The moment, and the process, just felt right. He had exercised his right to self-determination and died just as he’d wanted.

Death and Margaritas

My second patient was an 83-year-old woman with lung cancer. She lived alone and was fiercely independent. She wasn’t going to ask her family to change her diaper or otherwise provide care that would erode her pride and dignity. This was her last opportunity to truly be in control of her body and her decisions.

After some initial obstacles, we found her two doctors who approved her request for medication. She wanted me to be there by her side when she took it. In the end, her daughter made the trip to be with her as well.

She wanted to imbibe her medication in a margarita. I had a virgin margarita and together we drank our cocktails. It only took six minutes for her to die.

Providing Great Comfort

The wife of a Vietnam veteran dying of glioblastoma got in touch with the organization I work for after connecting with Dr. Lonny Shavelson of Bay Area End of Life Options in Berkeley. She was a strong advocate for her husband and wanted very much for him to be able to use the End of Life Option Act. Dr. Shavelson and I worked in collaboration with other medical professionals to ensure the patient was able to access the law. He knew what to expect and what he would experience as the medication took hold. This provided great comfort to him and his wife.
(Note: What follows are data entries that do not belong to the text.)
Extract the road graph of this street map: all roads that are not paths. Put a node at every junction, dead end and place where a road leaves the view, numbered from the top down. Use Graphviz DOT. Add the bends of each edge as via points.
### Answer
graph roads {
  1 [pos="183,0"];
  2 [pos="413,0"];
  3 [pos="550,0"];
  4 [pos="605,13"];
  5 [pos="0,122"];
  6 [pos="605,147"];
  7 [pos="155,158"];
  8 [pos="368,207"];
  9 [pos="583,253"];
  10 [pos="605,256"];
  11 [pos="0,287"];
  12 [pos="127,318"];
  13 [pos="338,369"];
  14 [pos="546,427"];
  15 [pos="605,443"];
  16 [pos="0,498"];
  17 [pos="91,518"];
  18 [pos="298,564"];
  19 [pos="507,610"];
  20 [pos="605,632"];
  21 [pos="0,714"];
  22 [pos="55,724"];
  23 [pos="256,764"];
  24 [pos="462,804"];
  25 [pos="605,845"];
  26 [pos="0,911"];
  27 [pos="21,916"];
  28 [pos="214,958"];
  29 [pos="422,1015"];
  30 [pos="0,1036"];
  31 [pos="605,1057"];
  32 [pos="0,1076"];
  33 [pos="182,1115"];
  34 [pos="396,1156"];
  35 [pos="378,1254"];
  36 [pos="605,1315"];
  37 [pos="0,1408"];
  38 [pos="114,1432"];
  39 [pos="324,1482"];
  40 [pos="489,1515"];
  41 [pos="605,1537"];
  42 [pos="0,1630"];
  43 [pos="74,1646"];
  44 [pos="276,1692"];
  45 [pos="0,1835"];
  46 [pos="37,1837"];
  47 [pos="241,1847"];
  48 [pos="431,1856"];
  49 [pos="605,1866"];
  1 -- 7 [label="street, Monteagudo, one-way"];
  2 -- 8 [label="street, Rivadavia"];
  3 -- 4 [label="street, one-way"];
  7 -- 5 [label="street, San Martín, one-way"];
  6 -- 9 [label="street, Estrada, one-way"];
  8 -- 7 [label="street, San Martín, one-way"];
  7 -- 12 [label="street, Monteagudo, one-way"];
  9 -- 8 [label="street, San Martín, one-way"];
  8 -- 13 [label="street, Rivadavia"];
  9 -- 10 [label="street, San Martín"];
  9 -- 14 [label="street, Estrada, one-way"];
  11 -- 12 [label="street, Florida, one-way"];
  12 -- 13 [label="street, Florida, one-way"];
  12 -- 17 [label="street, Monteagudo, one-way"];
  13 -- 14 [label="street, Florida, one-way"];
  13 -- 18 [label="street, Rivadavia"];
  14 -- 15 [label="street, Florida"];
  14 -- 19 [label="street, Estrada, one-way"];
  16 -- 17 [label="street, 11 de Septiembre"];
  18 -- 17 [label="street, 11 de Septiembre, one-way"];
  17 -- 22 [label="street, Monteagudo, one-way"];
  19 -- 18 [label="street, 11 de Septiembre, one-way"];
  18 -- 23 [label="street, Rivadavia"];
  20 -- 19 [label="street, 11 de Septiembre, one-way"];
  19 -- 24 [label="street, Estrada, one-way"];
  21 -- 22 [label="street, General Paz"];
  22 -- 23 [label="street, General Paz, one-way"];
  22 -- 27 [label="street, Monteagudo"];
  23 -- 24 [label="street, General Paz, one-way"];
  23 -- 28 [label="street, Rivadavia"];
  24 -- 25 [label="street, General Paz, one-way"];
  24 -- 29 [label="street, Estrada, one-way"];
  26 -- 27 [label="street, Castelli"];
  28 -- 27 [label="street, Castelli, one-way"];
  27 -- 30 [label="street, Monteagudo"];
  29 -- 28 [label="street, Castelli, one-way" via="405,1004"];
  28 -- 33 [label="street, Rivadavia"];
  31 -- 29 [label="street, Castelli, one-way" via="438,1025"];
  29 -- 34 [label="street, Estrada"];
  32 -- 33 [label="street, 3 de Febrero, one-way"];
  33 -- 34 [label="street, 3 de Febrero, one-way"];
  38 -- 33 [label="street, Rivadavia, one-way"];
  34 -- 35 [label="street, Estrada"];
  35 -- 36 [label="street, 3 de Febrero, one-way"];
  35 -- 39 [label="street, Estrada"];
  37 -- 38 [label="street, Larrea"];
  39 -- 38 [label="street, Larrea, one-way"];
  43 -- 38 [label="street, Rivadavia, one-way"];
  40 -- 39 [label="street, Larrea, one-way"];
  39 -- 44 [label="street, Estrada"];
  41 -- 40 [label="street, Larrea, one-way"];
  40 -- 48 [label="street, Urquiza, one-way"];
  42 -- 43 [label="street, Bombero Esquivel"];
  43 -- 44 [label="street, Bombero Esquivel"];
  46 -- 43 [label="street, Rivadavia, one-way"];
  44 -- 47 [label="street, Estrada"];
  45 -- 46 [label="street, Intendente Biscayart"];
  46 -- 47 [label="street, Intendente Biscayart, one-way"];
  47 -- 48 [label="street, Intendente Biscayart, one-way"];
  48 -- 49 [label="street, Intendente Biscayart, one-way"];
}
I worked with Dr. Shavelson again to help a very young patient access the law. He was just 27 years old, a very bright first-generation immigrant from India with a very rare form of cancer. I became his social worker after Dr. Shavelson suggested he enter hospice care.

I met his family, who came to California from India to be with him. I was not with him when he ingested the medication, but his family told me that he died peacefully a few minutes after taking it. His mother was eloquent and unfailingly supportive of him.

“Whatever my son wants, I want for him as well,” his mother said. “I know he’s been in a lot of pain, and I just want that to be over for him.”

Finding Peace in Death

And then there was the 37-year-old woman with congestive heart failure. In some ways, her case was the saddest, but she seemed to find true peace and spiritual contentment through being able to decide how she would die.

She weighed almost 600 pounds. She lived alone but spent quite a bit of time in the emergency room. At a certain point, it was decided that she shouldn’t go back home. Instead, she entered hospice care, where I worked with her to help her plan the end of her life. She had had a difficult life. It was a gift for her to be able to end it gently, according to her wishes.

When the time came, we dressed her up in her favorite dress. She said, “This is my homecoming. I’m excited to be going home.”

Though she hadn’t planned on dying so young, being able to have a good and peaceful death was probably one of the best things that ever happened to her.

Educating and Advocating

More and more people in my workplace are asking about death with dignity. Our staff is still getting educated on the nuances of the End of Life Option Act, and I’m doing my best to keep my colleagues apprised of the latest news and findings about how patients are utilizing the law.

I also stress that language matters. Using the correct terminology—“death with dignity,” “aid in dying,” and “assisted dying,” for example—is essential; using misleading terms parroted by opponents, such as “assisted suicide,” is unacceptable.

Margaret Ervin with Colonel Patsy Thompson at the California Hospice and Palliative Care Association awards ceremony, 2017

My work involves being with people at the final stage of life, often when they are at their most vulnerable and frail. What I have witnessed is that, for terminally ill patients, death with dignity means having control and the knowledge that if things get unbearable they have the option to end their life how they see fit. Statistics from states where death with dignity is authorized show that not everyone who gets the medication uses it. It’s simply about having the option.

How wonderful to be able to choose how you’re going to die. Imagine being able to say, “I’ve had a great life, now I’m going to have a great death.” This is an option 1 in 6 Americans now have.